III. Targum on the Hagiographa.—No author’s name is attached to this Targum in whole or in part. The Psalms must have had one[29] or two[30] Targums; the book of Proverbs at least two;[31] the book of Job at least three.[32] There must have been two Targums on Canticles,[33] Ruth,[34] Ecclesiastes,[35] and Esther,[36] and probably theee on Lamentations,[37] the earliest of which was, no doubt, simultaneously coming into existence with the earliest on the book of Job. For Ezra-Nehemiah no Targum exists. Daniel only in part wanted a Targum, and it is supposed to have had one;[38] and the books (or rather the book) of Chronicles have a by no means late one,[39] although it is not by Rab Yoseph, of the 4th century.[40]
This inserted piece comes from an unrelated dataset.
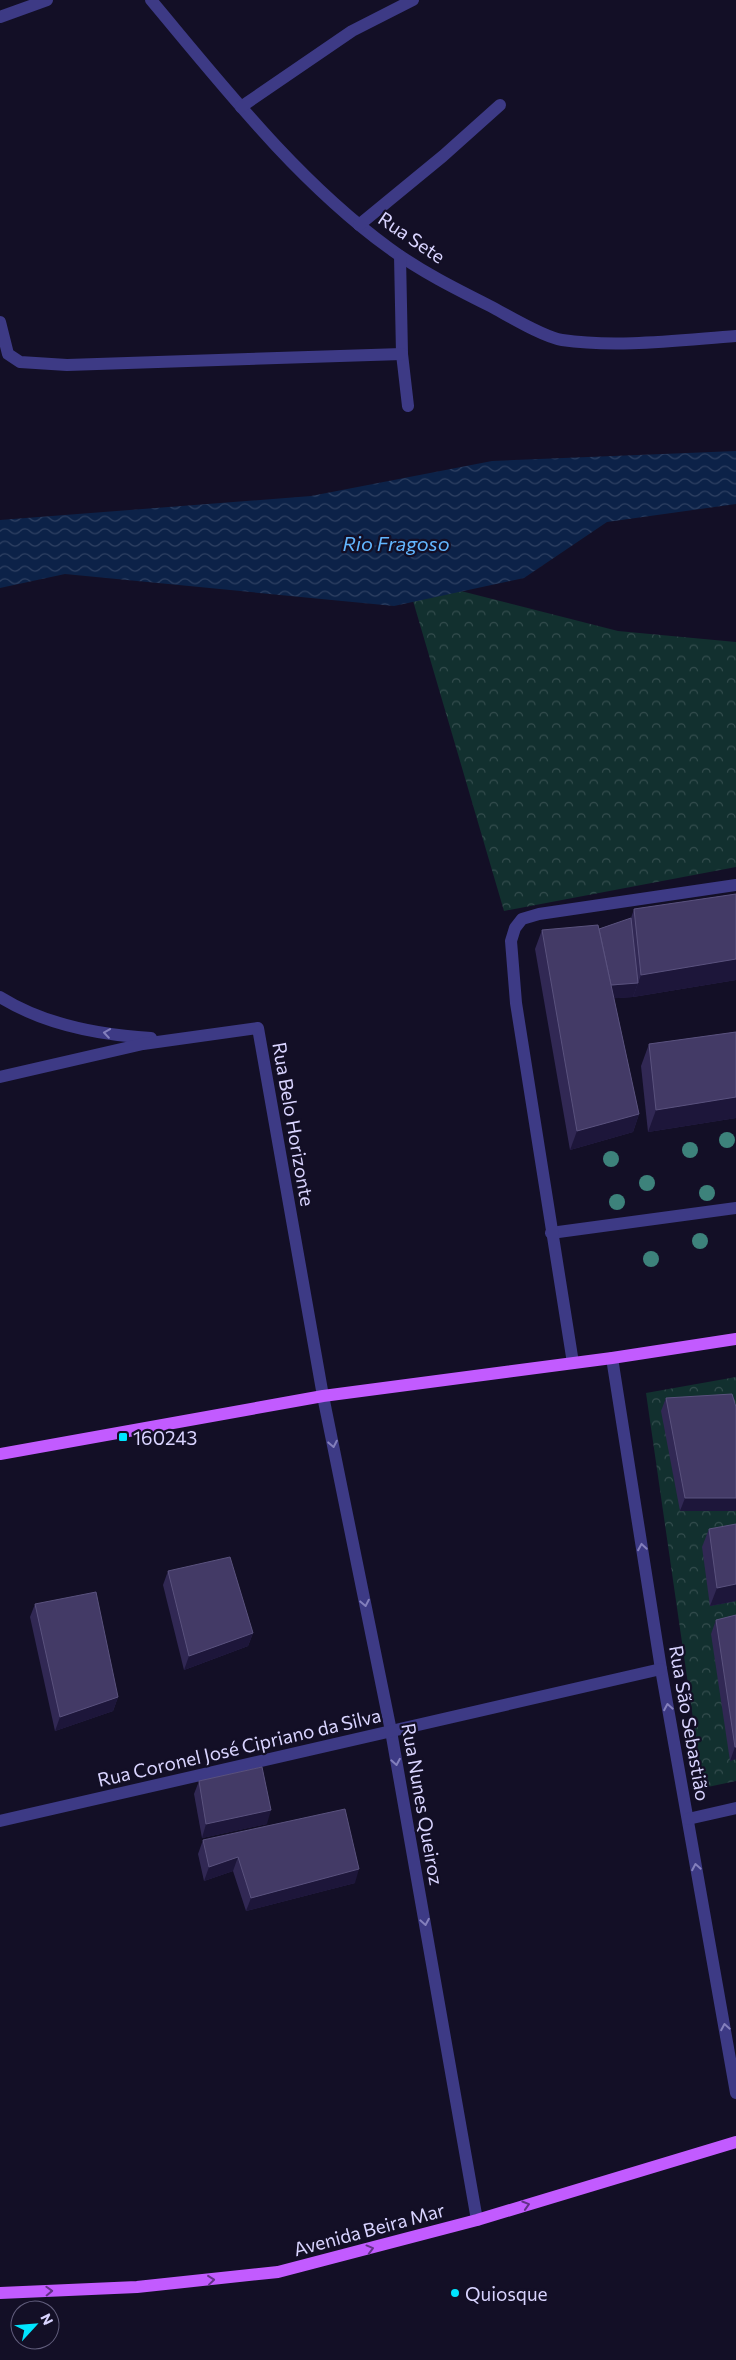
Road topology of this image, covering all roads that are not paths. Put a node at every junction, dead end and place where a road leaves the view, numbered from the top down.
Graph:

State of Text.—The Targum text is, taken as a whole, in a very corrupt state. The causes of this corruption are many, but chiefly the following:—(1) mistakes ordinarily made by scribes through carelessness, or ignorance, or both; (2) the Targums had passed from century to century and from country to country without having been written down; (3) when written down they were probably not provided with vowel-points at once; (4) when provided with vowel-points most of them were first provided with Babylonian (or Assyrian), which afterwards were changed into Palestinian ones; this change was a fertile source of fresh mistakes; (5) the loss of the general knowledge of the Targumic idiom contingent on the decline and final fall of the institution of publicly reciting the Targum was an additional source from which mistakes arose; (6) conjectural emendations contributed their quota to the corruption of the text; (7) Buxtorf’s emendations founded on the diction of the Biblical Targum (as suggested in the Methurgeman) are a gross mistake, inasmuch as they lack the criticism of history; (8) printers’ mistakes, increasing in every new edition, have all but ruined the text. The remedies for this corruption are:—(1) good Targum MSS. in private hands and public libraries, notably in Italy, Germany, and England; (2) Targum MSS., according to the Babylonico-Assyrian system of punctuation, chiefly preserved in South Arabia, Russia, and England; (3) some early and comparatively good printed editions; (4) the Massoreth of the Targum.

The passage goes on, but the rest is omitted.